WORK INSTRUCTIONS -
Beginning with the line that holds "U.S., please call</text>", set down each line of the data below through the very last, exactly as given, and nothing beyond that.

PROVIDED DATA -
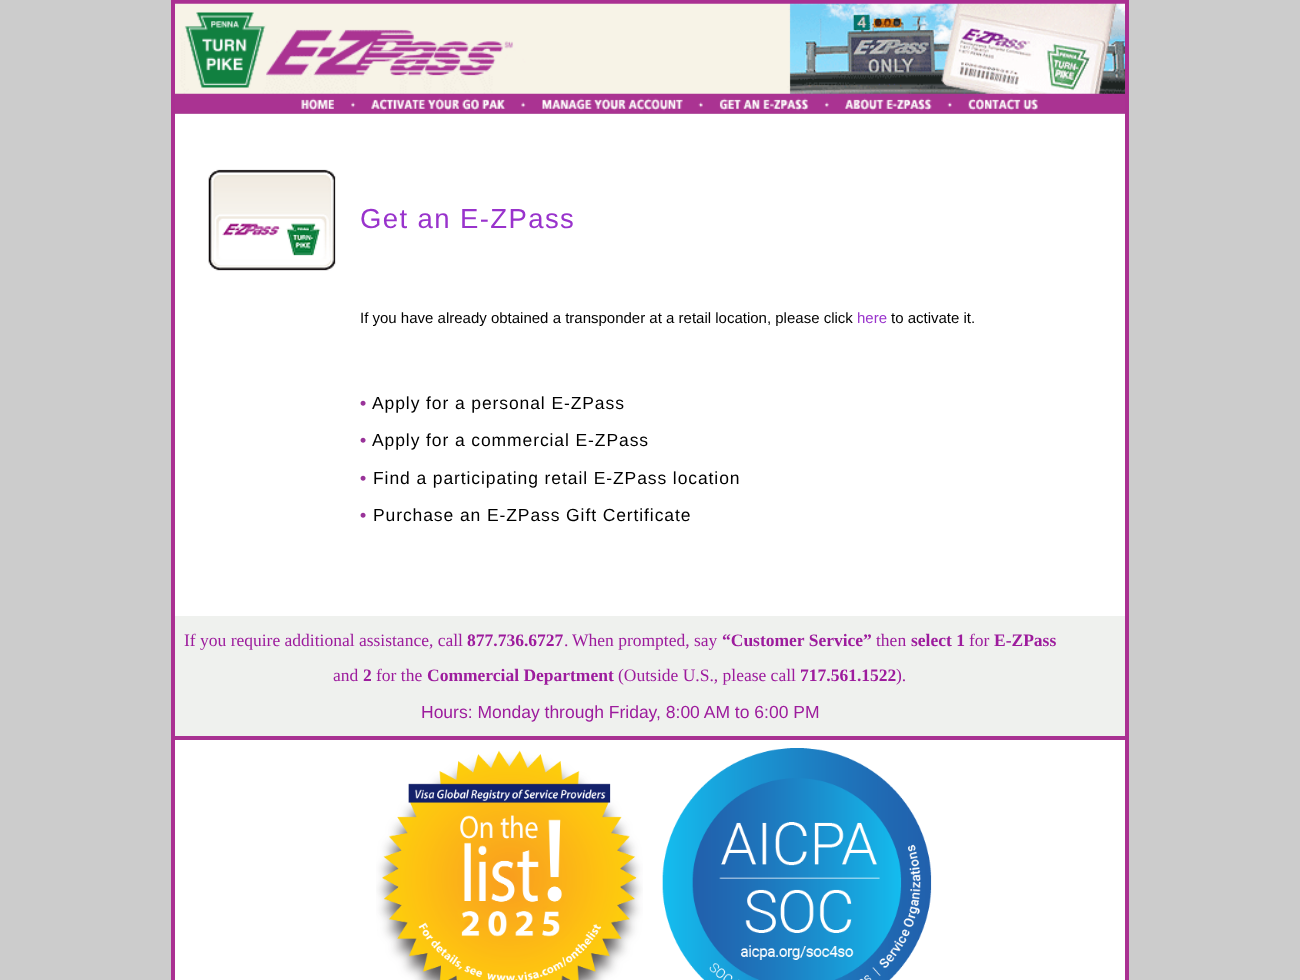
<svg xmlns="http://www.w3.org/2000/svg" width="1300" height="980">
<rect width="100%" height="100%" fill="#ccc"/>
<rect x="172.5" y="1.5" width="955" height="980" fill="none" stroke="#aa3092" stroke-width="3"/>
<rect x="174.5" y="3.5" width="951" height="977" fill="none" stroke="#aa3092"/>
<image x="175" y="3" width="950" height="111" href="media/1.png"/>
<rect x="175" y="114" width="950" height="502" fill="#fff"/>
<image x="208" y="169" width="128" height="102" href="media/2.png"/>
<text x="360" y="228" style="font-family:Liberation Sans;font-size:27.5px;letter-spacing:1.4px;fill:#93c">Get an E-ZPass</text>
<text x="360" y="323" style="font-family:Liberation Sans;font-size:15px;fill:#000">If you have already obtained a transponder at a retail location, please click</text>
<text x="857" y="323" style="font-family:Liberation Sans;font-size:15px;fill:#93c">here</text>
<text x="891" y="323" style="font-family:Liberation Sans;font-size:15px;fill:#000">to activate it.</text>
<text x="360" y="409" style="font-family:Liberation Sans;font-size:17.5px;font-weight:bold;letter-spacing:0.9px;fill:#939">•</text>
<text x="372" y="409" style="font-family:Liberation Sans;font-size:17.5px;letter-spacing:0.9px;fill:#000">Apply for a personal E-ZPass</text>
<text x="360" y="446" style="font-family:Liberation Sans;font-size:17.5px;font-weight:bold;letter-spacing:0.9px;fill:#939">•</text>
<text x="372" y="446" style="font-family:Liberation Sans;font-size:17.5px;letter-spacing:0.9px;fill:#000">Apply for a commercial E-ZPass</text>
<text x="360" y="484" style="font-family:Liberation Sans;font-size:17.5px;font-weight:bold;letter-spacing:0.9px;fill:#939">•</text>
<text x="373" y="484" style="font-family:Liberation Sans;font-size:17.5px;letter-spacing:0.9px;fill:#000">Find a participating retail E-ZPass location</text>
<text x="360" y="521" style="font-family:Liberation Sans;font-size:17.5px;font-weight:bold;letter-spacing:0.9px;fill:#939">•</text>
<text x="373" y="521" style="font-family:Liberation Sans;font-size:17.5px;letter-spacing:0.9px;fill:#000">Purchase an E-ZPass Gift Certificate</text>
<rect x="175" y="740" width="950" height="240" fill="#fff"/>
<rect x="175" y="616" width="950" height="120" fill="#eff1ee"/>
<rect x="175" y="736" width="950" height="4" fill="#a83292"/>
<text x="184" y="646" style="font-family:Liberation Serif;font-size:17.5px;fill:#9d1c9d">If you require additional assistance, call</text>
<text x="467" y="646" style="font-family:Liberation Serif;font-size:17.5px;font-weight:bold;fill:#9d1c9d">877.736.6727</text>
<text x="564" y="646" style="font-family:Liberation Serif;font-size:17.5px;fill:#9d1c9d">.</text>
<text x="572" y="646" style="font-family:Liberation Serif;font-size:17.5px;fill:#9d1c9d">When prompted, say</text>
<text x="722" y="646" style="font-family:Liberation Serif;font-size:17.5px;font-weight:bold;fill:#9d1c9d">“Customer Service”</text>
<text x="876" y="646" style="font-family:Liberation Serif;font-size:17.5px;fill:#9d1c9d">then</text>
<text x="911" y="646" style="font-family:Liberation Serif;font-size:17.5px;font-weight:bold;fill:#9d1c9d">select 1</text>
<text x="969" y="646" style="font-family:Liberation Serif;font-size:17.5px;fill:#9d1c9d">for</text>
<text x="994" y="646" style="font-family:Liberation Serif;font-size:17.5px;font-weight:bold;fill:#9d1c9d">E-ZPass</text>
<text x="333" y="681" style="font-family:Liberation Serif;font-size:17.5px;fill:#9d1c9d">and</text>
<text x="363" y="681" style="font-family:Liberation Serif;font-size:17.5px;font-weight:bold;fill:#9d1c9d">2</text>
<text x="376" y="681" style="font-family:Liberation Serif;font-size:17.5px;fill:#9d1c9d">for the</text>
<text x="427" y="681" style="font-family:Liberation Serif;font-size:17.5px;font-weight:bold;fill:#9d1c9d">Commercial Department</text>
<text x="618" y="681" style="font-family:Liberation Serif;font-size:17.5px;fill:#9d1c9d">(Outside U.S., please call</text>
<text x="800" y="681" style="font-family:Liberation Serif;font-size:17.5px;font-weight:bold;fill:#9d1c9d">717.561.1522</text>
<text x="896" y="681" style="font-family:Liberation Serif;font-size:17.5px;fill:#9d1c9d">).</text>
<text x="421" y="718" style="font-family:Liberation Sans;font-size:17.5px;fill:#9d1c9d">Hours: Monday through Friday, 8:00 AM to 6:00 PM</text>
<image x="376" y="750" width="267" height="230" href="media/3.png"/>
<image x="662" y="748" width="270" height="232" href="media/4.png"/>
</svg>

COMPLETED EXERCISE -
<text x="618" y="681" style="font-family:Liberation Serif;font-size:17.5px;fill:#9d1c9d">(Outside U.S., please call</text>
<text x="800" y="681" style="font-family:Liberation Serif;font-size:17.5px;font-weight:bold;fill:#9d1c9d">717.561.1522</text>
<text x="896" y="681" style="font-family:Liberation Serif;font-size:17.5px;fill:#9d1c9d">).</text>
<text x="421" y="718" style="font-family:Liberation Sans;font-size:17.5px;fill:#9d1c9d">Hours: Monday through Friday, 8:00 AM to 6:00 PM</text>
<image x="376" y="750" width="267" height="230" href="media/3.png"/>
<image x="662" y="748" width="270" height="232" href="media/4.png"/>
</svg>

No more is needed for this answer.